Antes del Capítulo General se había hablado de respetar la vida de doña Luisa. La misma Casa de Medinasidonia, que tuvo una filtración de las maniobras de los freiles de Tomar, era quien presionaba para que, a lo sumo, si no se prestaba a un fácil acuerdo con España, fuera confinada en un convento. Pero, en todo caso, el brazo ejecutor iba a ser, secretamente, la Orden de Cristo, que acallando su talante independentista, recuperaba para los herederos del Temple un texto enigmático y valiosísimo, además de recibir las prebendas mencionadas.
Pero ¿cómo llegó a oídos de los portugueses que debían buscar el libro en el cañón de Río Lobos? Cuando el monarca español comunicó a su Valido, don Luis de Haro, que sabía dónde podía encontrarse la obra templaria —antes de que éste supiera de la determinación real de comunicárselo a su hijo don Juan José, para que los de la Orden de San Juan la encontraran—, el duque de Medina de las Torres se enteró de la noticia a través de alguno de sus hombres en el Alcázar. El duque tenía sus propios informadores y muchos valedores, y se sirvió de aquéllos para comunicar a la Orden de Cristo dónde estaba el libro con el ánimo de que lo hallaran antes.
La intención de don Ramiro, Duque de Medina de las Torres y miembro del Consejo de Estado y del de Guerra no era mala: buscar la complicidad de los caballeros de Cristo para hallar la paz entre España y Portugal.
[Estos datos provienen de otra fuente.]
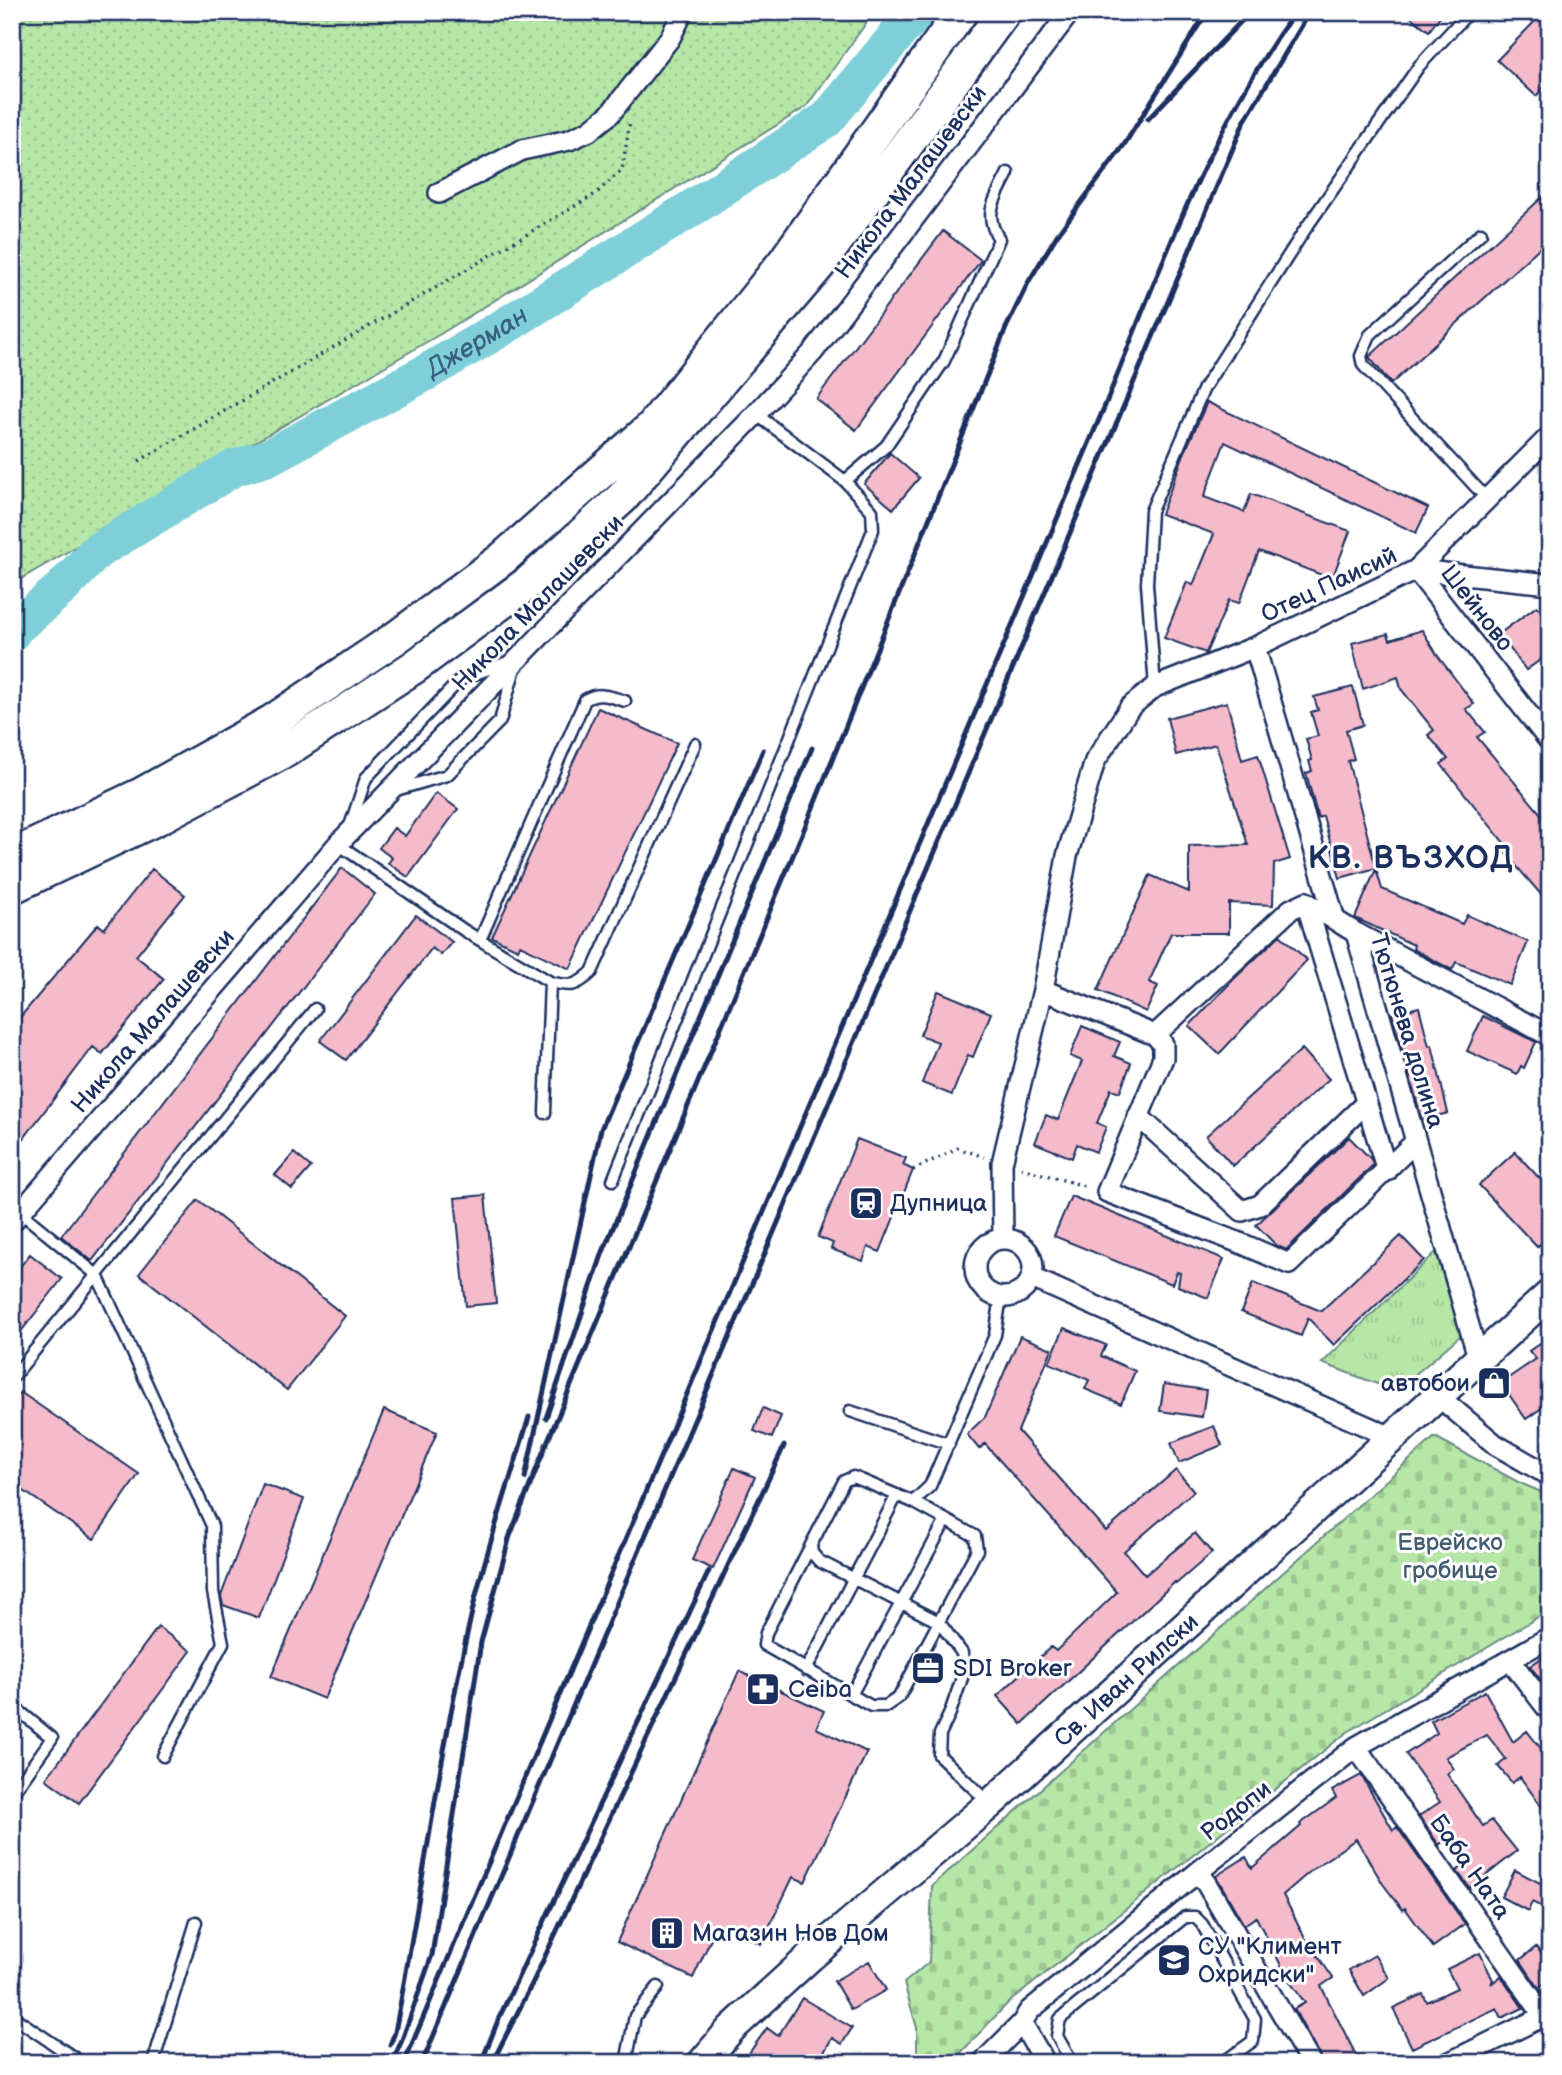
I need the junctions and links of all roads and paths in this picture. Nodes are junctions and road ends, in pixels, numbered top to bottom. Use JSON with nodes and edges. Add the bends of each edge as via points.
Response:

Comunicar lo del libro era una deferencia hacia los portugueses.
La importancia del duque en los Consejos era muy grande. Como su capacidad de persuasión. No sin razón, había recriminado al Rey muy duramente, y en varias ocasiones, por mantener una incómoda guerra de desgaste con Portugal, ya que unos y otros se centraban en inútiles ataques fronterizos; pero, a la larga, vaciaban las arcas y acababan con las vidas de los mal pagados ejércitos españoles.
En este asunto, el Rey no quería oír la palabra paz. Únicamente buscaba el sometimiento de Portugal, su espina en el corazón. Así que don Ramiro procedía como un cordial enemigo real.
Cuando Felipe, a su vez, fue informado por uno de sus espías acerca de la treta del de Medina de las Torres, es decir, cuando supo que éste se disponía a avisar a los caballeros de la Orden de Cristo para que fueran a Río Lobos, le dejó hacer. Se imaginó que pretendía algún tipo de acuerdo a cambio de la anhelada pacificación. Le dejó seguir su plan hasta el final, pero se lo fastidió propiciando que los de San Juan tendieran una trampa a los portugueses.
El de Medina de las Torres, incluso, había previsto la posibilidad de que se diera la pacificación sin que la regente perdiera su condición. Los de Tomar deberían desembarazarse del anormal don Alfonso, y el heredero, el infante don Pedro, quedaría emplazado para casarse con la infanta española Margarita Teresa de Austria, aún de siete años. De esta manera, nuevamente, se intentaría sujetar la Corona de Braganza a la española. Por supuesto, el precio seguía siendo alto para Portugal, que debería ceder colonias de ultramar, algunas de las cuales pasarían a manos de la Orden de Cristo.
Felipe IV, simplemente, se adelantó a su consejero logrando que los del Priorato de San Juan llegaran antes al cañón y acabaran con los portugueses enviados. Haciendo esto, se garantizaba la indignación de los de Cristo, que se encontraron engañados y con dos de sus mejores hombres asesinados. Por eso celebraban Capítulo, pues si antes pareció no hacer falta al verse que todos estaban de acuerdo en apoyar al monarca español, ahora, en el seno de la Orden, había surgido la discordia.
La tarea de Pimentel, hábil diplomático, era calmar los ánimos, aunque no podía ofrecer nada a cambio.